- Stored items:
* * * * * * * * *

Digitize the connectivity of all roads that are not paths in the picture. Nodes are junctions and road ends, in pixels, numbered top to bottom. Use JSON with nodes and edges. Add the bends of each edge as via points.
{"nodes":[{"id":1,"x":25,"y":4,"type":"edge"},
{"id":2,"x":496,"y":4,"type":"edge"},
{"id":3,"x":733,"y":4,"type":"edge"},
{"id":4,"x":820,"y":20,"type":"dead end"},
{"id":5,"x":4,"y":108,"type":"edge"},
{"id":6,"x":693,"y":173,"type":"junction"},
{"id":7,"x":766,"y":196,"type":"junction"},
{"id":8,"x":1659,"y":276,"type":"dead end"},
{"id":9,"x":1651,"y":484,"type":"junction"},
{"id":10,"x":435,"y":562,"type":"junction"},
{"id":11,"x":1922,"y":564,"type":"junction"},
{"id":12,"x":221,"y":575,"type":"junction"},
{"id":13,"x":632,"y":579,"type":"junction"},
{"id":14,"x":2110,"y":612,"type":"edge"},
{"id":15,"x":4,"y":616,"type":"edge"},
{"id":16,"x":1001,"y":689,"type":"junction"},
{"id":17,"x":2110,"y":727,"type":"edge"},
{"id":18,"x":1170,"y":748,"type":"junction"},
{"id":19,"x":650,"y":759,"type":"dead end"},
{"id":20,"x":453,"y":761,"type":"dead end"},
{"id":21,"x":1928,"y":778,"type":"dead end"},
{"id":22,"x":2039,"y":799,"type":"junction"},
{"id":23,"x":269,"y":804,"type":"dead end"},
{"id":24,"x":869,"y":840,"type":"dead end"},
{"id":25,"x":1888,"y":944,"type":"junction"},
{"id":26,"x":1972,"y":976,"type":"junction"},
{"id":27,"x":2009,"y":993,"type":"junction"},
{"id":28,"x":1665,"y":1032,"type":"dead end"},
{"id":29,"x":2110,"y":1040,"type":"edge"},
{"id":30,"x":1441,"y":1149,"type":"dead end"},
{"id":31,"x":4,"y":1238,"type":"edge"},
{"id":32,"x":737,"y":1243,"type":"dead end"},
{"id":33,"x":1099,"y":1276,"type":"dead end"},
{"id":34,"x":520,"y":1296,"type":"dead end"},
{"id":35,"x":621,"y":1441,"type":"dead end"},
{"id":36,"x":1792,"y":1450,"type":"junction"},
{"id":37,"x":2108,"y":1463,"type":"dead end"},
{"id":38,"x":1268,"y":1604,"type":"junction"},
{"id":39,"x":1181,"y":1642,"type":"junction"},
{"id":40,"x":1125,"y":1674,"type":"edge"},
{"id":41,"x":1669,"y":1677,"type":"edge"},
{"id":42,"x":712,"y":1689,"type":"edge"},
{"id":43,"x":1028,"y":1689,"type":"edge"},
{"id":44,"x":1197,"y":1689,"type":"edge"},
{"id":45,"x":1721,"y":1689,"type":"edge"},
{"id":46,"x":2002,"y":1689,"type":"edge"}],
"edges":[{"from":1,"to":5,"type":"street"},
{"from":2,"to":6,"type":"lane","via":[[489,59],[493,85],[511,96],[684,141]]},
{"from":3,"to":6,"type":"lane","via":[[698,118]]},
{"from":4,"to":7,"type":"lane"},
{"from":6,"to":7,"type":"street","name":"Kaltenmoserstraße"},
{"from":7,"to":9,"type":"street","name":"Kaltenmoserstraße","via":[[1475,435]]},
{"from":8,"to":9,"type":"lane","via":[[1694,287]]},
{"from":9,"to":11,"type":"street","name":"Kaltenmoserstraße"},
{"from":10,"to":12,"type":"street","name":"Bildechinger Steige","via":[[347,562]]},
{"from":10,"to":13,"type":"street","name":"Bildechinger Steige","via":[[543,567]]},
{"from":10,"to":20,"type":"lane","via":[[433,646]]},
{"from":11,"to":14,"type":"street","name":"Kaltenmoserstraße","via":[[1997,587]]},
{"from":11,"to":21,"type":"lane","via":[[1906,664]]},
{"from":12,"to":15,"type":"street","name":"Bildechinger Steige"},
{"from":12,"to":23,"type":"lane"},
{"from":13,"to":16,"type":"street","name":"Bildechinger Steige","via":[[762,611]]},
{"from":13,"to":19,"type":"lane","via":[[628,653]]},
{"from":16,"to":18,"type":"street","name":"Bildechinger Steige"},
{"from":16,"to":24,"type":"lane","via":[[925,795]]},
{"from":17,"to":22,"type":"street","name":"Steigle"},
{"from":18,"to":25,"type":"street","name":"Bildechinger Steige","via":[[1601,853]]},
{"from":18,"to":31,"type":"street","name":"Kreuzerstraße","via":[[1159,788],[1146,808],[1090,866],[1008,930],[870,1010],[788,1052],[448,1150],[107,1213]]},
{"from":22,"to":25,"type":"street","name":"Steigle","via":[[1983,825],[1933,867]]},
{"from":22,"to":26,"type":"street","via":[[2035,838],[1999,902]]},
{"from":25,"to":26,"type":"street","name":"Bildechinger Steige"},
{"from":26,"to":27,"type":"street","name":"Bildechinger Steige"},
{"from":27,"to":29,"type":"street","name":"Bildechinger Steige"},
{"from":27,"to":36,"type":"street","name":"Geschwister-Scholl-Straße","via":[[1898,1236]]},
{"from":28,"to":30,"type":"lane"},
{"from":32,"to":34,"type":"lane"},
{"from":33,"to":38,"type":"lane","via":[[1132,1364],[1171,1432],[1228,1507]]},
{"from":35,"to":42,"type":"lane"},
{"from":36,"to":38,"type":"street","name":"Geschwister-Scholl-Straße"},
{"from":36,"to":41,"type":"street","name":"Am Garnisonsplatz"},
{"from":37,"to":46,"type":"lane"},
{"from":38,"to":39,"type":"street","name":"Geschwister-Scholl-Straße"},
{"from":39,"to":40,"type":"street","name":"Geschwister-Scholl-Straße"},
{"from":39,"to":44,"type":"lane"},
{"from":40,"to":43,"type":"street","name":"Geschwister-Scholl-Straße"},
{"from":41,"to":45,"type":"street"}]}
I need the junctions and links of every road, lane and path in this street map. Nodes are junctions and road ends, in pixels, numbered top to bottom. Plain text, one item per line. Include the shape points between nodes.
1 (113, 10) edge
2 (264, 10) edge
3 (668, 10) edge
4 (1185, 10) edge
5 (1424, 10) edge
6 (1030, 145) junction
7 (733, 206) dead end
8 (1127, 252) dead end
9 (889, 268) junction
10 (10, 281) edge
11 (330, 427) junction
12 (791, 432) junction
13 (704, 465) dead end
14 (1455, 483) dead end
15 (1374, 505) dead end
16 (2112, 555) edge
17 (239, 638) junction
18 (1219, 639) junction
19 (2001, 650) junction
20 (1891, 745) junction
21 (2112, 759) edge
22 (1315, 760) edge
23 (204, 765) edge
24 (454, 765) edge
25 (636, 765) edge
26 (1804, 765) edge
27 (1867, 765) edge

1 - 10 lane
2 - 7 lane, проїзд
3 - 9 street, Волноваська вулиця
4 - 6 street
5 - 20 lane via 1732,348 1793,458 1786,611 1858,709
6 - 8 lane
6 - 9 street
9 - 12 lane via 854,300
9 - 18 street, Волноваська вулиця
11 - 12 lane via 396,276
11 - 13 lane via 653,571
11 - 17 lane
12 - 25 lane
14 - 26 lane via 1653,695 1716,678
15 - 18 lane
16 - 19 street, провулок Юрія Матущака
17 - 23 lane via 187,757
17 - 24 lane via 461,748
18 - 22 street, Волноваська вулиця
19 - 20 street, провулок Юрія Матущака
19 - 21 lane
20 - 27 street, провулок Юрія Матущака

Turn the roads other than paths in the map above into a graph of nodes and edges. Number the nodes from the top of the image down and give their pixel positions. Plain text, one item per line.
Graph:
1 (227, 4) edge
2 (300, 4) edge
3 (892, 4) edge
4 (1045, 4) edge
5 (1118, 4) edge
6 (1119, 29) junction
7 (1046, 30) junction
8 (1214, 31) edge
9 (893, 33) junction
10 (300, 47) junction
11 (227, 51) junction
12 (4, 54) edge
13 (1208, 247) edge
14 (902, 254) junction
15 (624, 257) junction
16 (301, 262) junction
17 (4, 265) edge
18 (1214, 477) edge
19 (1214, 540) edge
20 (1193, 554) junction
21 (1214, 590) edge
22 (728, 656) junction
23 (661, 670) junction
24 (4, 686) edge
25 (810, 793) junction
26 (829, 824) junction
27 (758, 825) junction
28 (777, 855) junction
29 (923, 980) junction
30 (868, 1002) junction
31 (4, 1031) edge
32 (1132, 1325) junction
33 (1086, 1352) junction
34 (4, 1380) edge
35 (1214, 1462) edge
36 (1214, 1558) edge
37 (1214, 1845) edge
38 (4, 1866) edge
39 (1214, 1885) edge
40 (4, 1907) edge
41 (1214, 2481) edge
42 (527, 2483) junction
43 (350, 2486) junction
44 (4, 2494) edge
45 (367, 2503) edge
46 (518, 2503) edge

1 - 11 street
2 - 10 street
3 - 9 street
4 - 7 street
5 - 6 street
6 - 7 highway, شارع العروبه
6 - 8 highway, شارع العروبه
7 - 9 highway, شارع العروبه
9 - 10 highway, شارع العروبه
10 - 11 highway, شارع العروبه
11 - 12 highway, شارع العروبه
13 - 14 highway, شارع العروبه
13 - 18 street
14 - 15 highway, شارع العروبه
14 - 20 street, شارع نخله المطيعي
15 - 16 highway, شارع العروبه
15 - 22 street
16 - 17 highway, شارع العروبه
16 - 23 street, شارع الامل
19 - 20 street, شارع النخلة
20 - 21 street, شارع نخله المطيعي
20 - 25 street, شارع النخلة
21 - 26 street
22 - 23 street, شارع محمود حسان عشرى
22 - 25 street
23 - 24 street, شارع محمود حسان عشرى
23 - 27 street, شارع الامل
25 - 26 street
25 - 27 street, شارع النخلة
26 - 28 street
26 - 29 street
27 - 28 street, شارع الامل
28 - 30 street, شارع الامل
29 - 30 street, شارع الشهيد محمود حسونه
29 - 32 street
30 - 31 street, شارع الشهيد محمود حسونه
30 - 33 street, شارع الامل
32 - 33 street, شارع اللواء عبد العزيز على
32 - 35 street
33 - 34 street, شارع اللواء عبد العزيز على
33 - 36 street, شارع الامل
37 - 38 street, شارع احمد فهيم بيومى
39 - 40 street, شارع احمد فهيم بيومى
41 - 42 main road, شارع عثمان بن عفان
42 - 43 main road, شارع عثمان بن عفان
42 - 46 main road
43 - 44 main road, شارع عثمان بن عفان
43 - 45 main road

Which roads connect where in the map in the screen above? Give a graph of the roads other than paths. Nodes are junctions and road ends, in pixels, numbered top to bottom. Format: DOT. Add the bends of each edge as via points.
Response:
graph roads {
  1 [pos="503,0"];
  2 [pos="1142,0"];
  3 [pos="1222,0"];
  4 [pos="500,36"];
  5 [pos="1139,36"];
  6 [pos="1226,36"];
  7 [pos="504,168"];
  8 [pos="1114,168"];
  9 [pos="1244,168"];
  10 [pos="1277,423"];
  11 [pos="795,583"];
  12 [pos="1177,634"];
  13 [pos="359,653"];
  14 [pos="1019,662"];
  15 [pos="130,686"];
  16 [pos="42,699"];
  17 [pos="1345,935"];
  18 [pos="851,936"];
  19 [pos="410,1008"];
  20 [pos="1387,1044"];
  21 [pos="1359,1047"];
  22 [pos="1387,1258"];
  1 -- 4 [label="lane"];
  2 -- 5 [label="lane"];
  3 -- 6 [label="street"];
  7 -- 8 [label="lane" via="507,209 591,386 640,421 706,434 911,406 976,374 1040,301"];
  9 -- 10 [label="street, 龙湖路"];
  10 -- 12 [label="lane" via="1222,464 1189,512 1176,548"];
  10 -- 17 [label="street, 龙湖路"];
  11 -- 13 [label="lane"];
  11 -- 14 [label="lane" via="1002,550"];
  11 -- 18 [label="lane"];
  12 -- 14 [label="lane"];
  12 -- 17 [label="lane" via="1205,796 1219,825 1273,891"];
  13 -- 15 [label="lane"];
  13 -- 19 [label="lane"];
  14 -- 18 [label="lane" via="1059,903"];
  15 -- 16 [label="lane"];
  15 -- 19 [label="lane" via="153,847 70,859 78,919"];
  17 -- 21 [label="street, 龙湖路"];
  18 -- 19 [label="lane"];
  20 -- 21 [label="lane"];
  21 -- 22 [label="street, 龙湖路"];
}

* * * * * * * * *

Determine the number of lines in these entries that contain the word "حسونه", and write only that number.

- Output for this exercise: 2